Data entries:
'''
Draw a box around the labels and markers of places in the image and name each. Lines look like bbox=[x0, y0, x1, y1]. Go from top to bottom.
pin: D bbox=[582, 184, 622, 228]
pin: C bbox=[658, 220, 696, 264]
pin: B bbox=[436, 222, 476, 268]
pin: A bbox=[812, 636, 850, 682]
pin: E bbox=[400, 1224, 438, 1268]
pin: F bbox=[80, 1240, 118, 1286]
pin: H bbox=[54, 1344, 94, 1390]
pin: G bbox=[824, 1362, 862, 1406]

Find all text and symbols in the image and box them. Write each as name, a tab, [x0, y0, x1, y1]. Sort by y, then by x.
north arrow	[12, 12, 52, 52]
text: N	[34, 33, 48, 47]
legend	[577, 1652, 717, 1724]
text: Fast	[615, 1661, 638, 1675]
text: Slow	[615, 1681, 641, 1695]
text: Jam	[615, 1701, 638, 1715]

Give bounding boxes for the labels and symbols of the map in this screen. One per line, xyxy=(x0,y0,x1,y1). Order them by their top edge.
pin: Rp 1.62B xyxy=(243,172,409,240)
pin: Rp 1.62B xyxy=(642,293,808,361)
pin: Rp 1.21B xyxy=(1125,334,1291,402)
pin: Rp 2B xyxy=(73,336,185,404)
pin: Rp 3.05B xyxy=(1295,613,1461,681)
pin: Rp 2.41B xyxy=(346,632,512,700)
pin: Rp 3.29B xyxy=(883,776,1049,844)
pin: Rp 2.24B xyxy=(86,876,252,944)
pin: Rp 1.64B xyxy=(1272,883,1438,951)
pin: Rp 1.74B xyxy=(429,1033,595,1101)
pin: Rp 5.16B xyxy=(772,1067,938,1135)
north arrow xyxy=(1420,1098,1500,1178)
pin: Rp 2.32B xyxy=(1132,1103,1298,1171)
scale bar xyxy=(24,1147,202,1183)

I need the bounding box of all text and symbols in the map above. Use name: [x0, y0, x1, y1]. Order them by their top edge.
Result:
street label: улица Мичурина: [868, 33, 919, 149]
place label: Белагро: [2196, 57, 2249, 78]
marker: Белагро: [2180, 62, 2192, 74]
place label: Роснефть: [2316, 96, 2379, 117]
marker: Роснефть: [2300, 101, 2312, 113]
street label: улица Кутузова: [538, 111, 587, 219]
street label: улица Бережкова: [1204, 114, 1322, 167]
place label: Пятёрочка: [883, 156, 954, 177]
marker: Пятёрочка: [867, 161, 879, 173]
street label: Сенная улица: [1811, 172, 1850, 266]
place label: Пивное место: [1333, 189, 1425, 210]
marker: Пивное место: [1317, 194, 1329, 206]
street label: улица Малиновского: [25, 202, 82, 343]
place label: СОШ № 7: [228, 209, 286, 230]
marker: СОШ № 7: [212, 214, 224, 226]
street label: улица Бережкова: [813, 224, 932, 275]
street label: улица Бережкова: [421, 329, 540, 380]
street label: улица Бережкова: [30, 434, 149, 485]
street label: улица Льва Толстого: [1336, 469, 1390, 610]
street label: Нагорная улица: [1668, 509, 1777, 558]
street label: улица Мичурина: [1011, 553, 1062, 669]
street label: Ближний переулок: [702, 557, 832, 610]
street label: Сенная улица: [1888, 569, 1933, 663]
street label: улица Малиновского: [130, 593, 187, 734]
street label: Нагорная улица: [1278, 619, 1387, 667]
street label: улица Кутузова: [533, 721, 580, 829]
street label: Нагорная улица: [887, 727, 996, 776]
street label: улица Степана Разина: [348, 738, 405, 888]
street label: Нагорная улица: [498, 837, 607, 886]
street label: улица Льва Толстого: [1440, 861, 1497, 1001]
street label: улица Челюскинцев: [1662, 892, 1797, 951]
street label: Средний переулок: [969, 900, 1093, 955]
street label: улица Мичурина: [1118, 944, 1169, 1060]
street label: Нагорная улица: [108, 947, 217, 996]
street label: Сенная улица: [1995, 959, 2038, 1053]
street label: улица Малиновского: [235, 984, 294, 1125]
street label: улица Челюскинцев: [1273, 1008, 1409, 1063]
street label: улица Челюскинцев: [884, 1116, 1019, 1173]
'''
▶ **What you will do**
Your task is to copy every entry above, exactly as written.

▶ **Output for this task**
Draw a box around the labels and markers of places in the image and name each. Lines look like bbox=[x0, y0, x1, y1]. Go from top to bottom.
pin: D bbox=[582, 184, 622, 228]
pin: C bbox=[658, 220, 696, 264]
pin: B bbox=[436, 222, 476, 268]
pin: A bbox=[812, 636, 850, 682]
pin: E bbox=[400, 1224, 438, 1268]
pin: F bbox=[80, 1240, 118, 1286]
pin: H bbox=[54, 1344, 94, 1390]
pin: G bbox=[824, 1362, 862, 1406]

Find all text and symbols in the image and box them. Write each as name, a tab, [x0, y0, x1, y1]. Sort by y, then by x.
north arrow	[12, 12, 52, 52]
text: N	[34, 33, 48, 47]
legend	[577, 1652, 717, 1724]
text: Fast	[615, 1661, 638, 1675]
text: Slow	[615, 1681, 641, 1695]
text: Jam	[615, 1701, 638, 1715]

Give bounding boxes for the labels and symbols of the map in this screen. One per line, xyxy=(x0,y0,x1,y1). Order them by their top edge.
pin: Rp 1.62B xyxy=(243,172,409,240)
pin: Rp 1.62B xyxy=(642,293,808,361)
pin: Rp 1.21B xyxy=(1125,334,1291,402)
pin: Rp 2B xyxy=(73,336,185,404)
pin: Rp 3.05B xyxy=(1295,613,1461,681)
pin: Rp 2.41B xyxy=(346,632,512,700)
pin: Rp 3.29B xyxy=(883,776,1049,844)
pin: Rp 2.24B xyxy=(86,876,252,944)
pin: Rp 1.64B xyxy=(1272,883,1438,951)
pin: Rp 1.74B xyxy=(429,1033,595,1101)
pin: Rp 5.16B xyxy=(772,1067,938,1135)
north arrow xyxy=(1420,1098,1500,1178)
pin: Rp 2.32B xyxy=(1132,1103,1298,1171)
scale bar xyxy=(24,1147,202,1183)

I need the bounding box of all text and symbols in the map above. Use name: [x0, y0, x1, y1]. Order them by their top edge.
Result:
street label: улица Мичурина: [868, 33, 919, 149]
place label: Белагро: [2196, 57, 2249, 78]
marker: Белагро: [2180, 62, 2192, 74]
place label: Роснефть: [2316, 96, 2379, 117]
marker: Роснефть: [2300, 101, 2312, 113]
street label: улица Кутузова: [538, 111, 587, 219]
street label: улица Бережкова: [1204, 114, 1322, 167]
place label: Пятёрочка: [883, 156, 954, 177]
marker: Пятёрочка: [867, 161, 879, 173]
street label: Сенная улица: [1811, 172, 1850, 266]
place label: Пивное место: [1333, 189, 1425, 210]
marker: Пивное место: [1317, 194, 1329, 206]
street label: улица Малиновского: [25, 202, 82, 343]
place label: СОШ № 7: [228, 209, 286, 230]
marker: СОШ № 7: [212, 214, 224, 226]
street label: улица Бережкова: [813, 224, 932, 275]
street label: улица Бережкова: [421, 329, 540, 380]
street label: улица Бережкова: [30, 434, 149, 485]
street label: улица Льва Толстого: [1336, 469, 1390, 610]
street label: Нагорная улица: [1668, 509, 1777, 558]
street label: улица Мичурина: [1011, 553, 1062, 669]
street label: Ближний переулок: [702, 557, 832, 610]
street label: Сенная улица: [1888, 569, 1933, 663]
street label: улица Малиновского: [130, 593, 187, 734]
street label: Нагорная улица: [1278, 619, 1387, 667]
street label: улица Кутузова: [533, 721, 580, 829]
street label: Нагорная улица: [887, 727, 996, 776]
street label: улица Степана Разина: [348, 738, 405, 888]
street label: Нагорная улица: [498, 837, 607, 886]
street label: улица Льва Толстого: [1440, 861, 1497, 1001]
street label: улица Челюскинцев: [1662, 892, 1797, 951]
street label: Средний переулок: [969, 900, 1093, 955]
street label: улица Мичурина: [1118, 944, 1169, 1060]
street label: Нагорная улица: [108, 947, 217, 996]
street label: Сенная улица: [1995, 959, 2038, 1053]
street label: улица Малиновского: [235, 984, 294, 1125]
street label: улица Челюскинцев: [1273, 1008, 1409, 1063]
street label: улица Челюскинцев: [884, 1116, 1019, 1173]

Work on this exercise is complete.